O negócio da negociação

Em discurso muito parecido, pela arrogância e pelo tom autoritário, com os que cansamos de ouvir e só mereciam ficar esquecidos, Luiz Inácio Lula da Silva afirmou - entre desnecessidades como "nós vamos ensinar esse país a negociar", "esta nau tem comandante", e por aí- que o governo negociou a aprovação da "reforma" tributária sem praticar "a política do é dando que se recebe".
Na votação da "reforma" anterior, a previdenciária, o governo Lula foi salvo por deputados do PFL e do PSDB, que lhe deram 62 votos e lhe permitiram ultrapassar os 308 mínimos para evitar a derrota. Agora o governo não contava com o mesmo apoio do PSDB e do PFL, reduzido a 39. A perda de 23 foi suprida pelo PMDB, que antes dera ao governo 45 votos e agora deu 70.
Por quê? O aliciamento foi feito à custa, preliminarmente, de dois ministérios, a serem entregues a peemedebistas em futuro próximo. Quem se reuniu com o comando peemedebista, para acertar os termos do apoio na votação, foi o próprio Lula.
Mas os ministérios não são nada. As nomeações para outros cargos da máquina de administração, nos mais variados níveis, é que são elas. Um único ministério não faria 70 peemedebistas darem seus votos ao governo, sem a promessa de que todos serão agraciados.
Os inúmeros cargos para recompensar os votos peemedebistas são públicos, o que significa, primeiro, que são pagos; além disso, pagos com dinheiro dos cofres públicos.
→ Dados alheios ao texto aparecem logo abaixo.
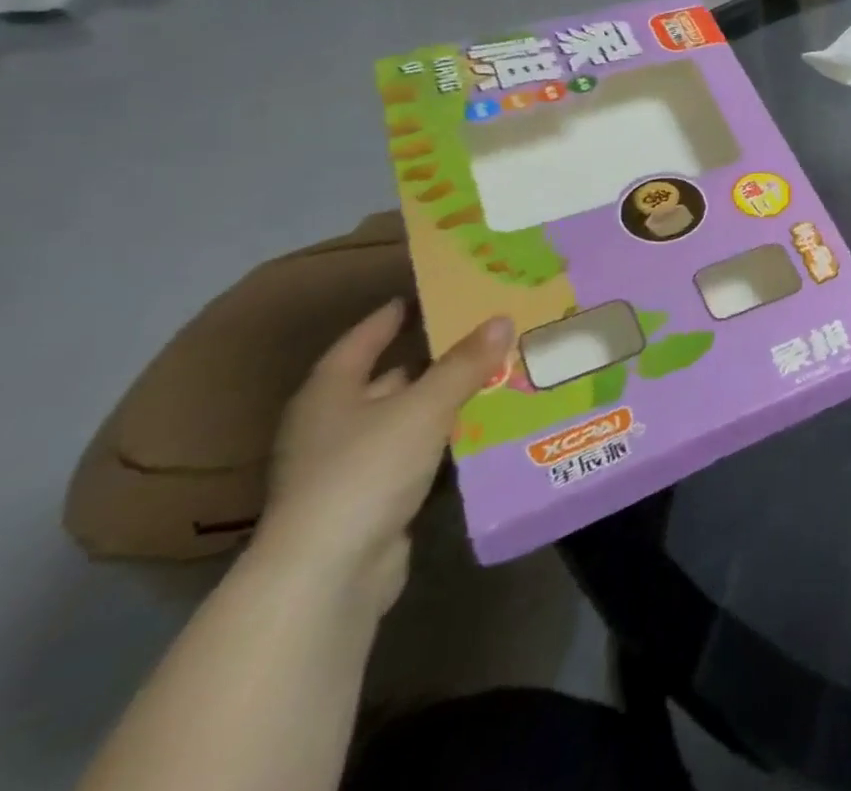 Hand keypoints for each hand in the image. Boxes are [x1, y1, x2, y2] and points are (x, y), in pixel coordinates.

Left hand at [252, 301, 513, 609]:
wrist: (328, 575)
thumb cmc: (365, 470)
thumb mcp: (424, 407)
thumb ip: (465, 363)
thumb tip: (502, 318)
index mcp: (329, 394)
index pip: (361, 341)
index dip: (391, 316)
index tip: (426, 294)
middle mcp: (332, 425)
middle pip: (387, 379)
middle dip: (431, 358)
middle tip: (483, 332)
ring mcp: (349, 466)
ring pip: (407, 417)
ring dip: (444, 399)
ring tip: (497, 373)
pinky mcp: (372, 499)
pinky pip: (417, 452)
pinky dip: (446, 437)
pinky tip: (484, 425) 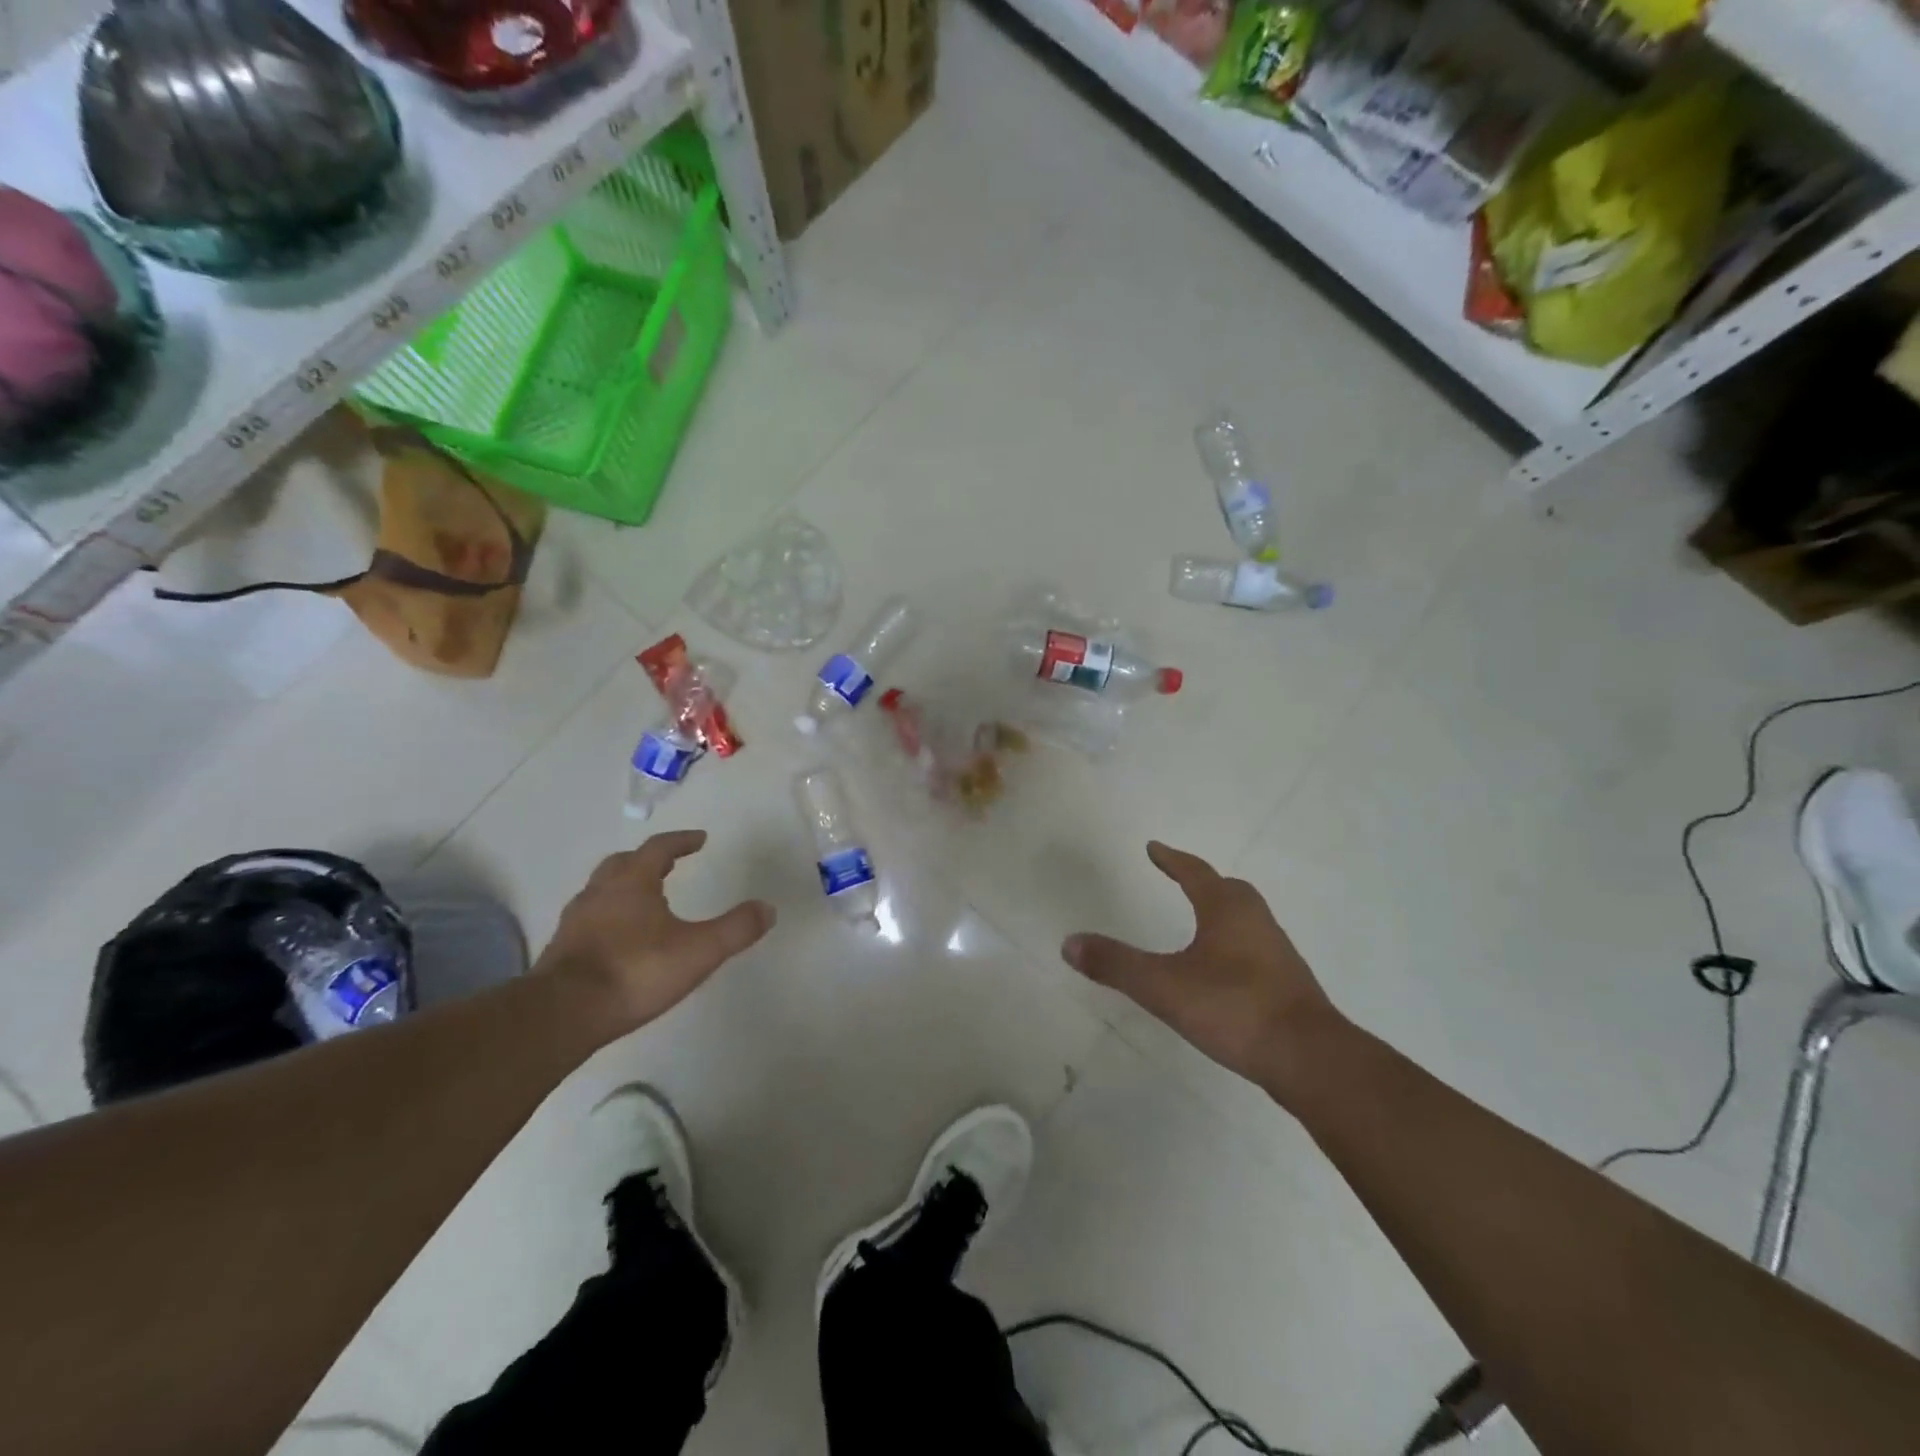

Dinheiro que assim se destina a parentes e agentes eleitorais dos parlamentares em questão.
Negociações políticas se fazem em torno de programas de ação e, nos melhores casos, em torno de idéias. Aliciamento em cima de votação e com recompensa não é negociação. Lula foi especialista nessa diferença entre negociação política e negócio político. Tanto que ele e seu partido fizeram a primeira muitas vezes no governo Itamar, mas não entraram na segunda em nenhuma das numerosas oportunidades no governo Fernando Henrique Cardoso. A adesão ao método antes condenado não muda a essência e o nome da coisa.

Reação
O governo não deu a explicação devida pela destituição do presidente do Incra, Marcelo Resende. O ministro Miguel Rossetto, do Desenvolvimento (sic) Agrário, disse alguma coisa meio ridícula sobre afinação com ou do novo nomeado, e pronto. O ministro e o governo não respeitaram a imagem do destituído nem o direito dos cidadãos de saber o que se passa no governo, que não é ente privado.
Marcelo Resende é ligado à Comissão Pastoral da Terra, à qual Lula pediu, e recebeu, indicações para o Incra. A demissão de Marcelo Resende expressou a irritação palaciana com a segunda crítica feita pela CNBB ao governo Lula.

Enfim
Por iniciativa do senador peessedebista Arthur Virgílio, o Senado aprovou a criação da CPI do loteamento de cargos. Que bom. Pode ser que assim o governo Lula se ponha em brios e, em resposta, investigue um dos vários casos cujos inquéritos, na Polícia Federal ou como CPI, o governo Fernando Henrique impediu.
E Arthur Virgílio ainda abriu a possibilidade de que o governo levante o loteamento de cargos, sem precedente em número e no compra-e-vende, durante o governo de que o próprio Arthur Virgílio foi líder na Câmara.

Cabeça
Deve estar vindo aí uma nova Teoria dos Números, ou algo ainda mais fantástico para o futuro da matemática. Indagado sobre a nova estimativa do IPEA, entidade do governo, para o crescimento econômico deste ano, de miserável 0,5%, o ministro Antonio Palocci foi categórico: "Números não se comentam".
Pensa que acabou? Pois o complemento foi à altura: "E perspectivas são perspectivas".
Quem diria? Mas é melhor não comentar essas novidades. Ainda mais diante da originalidade que veio pouco depois: "A vida é dura. A agenda também".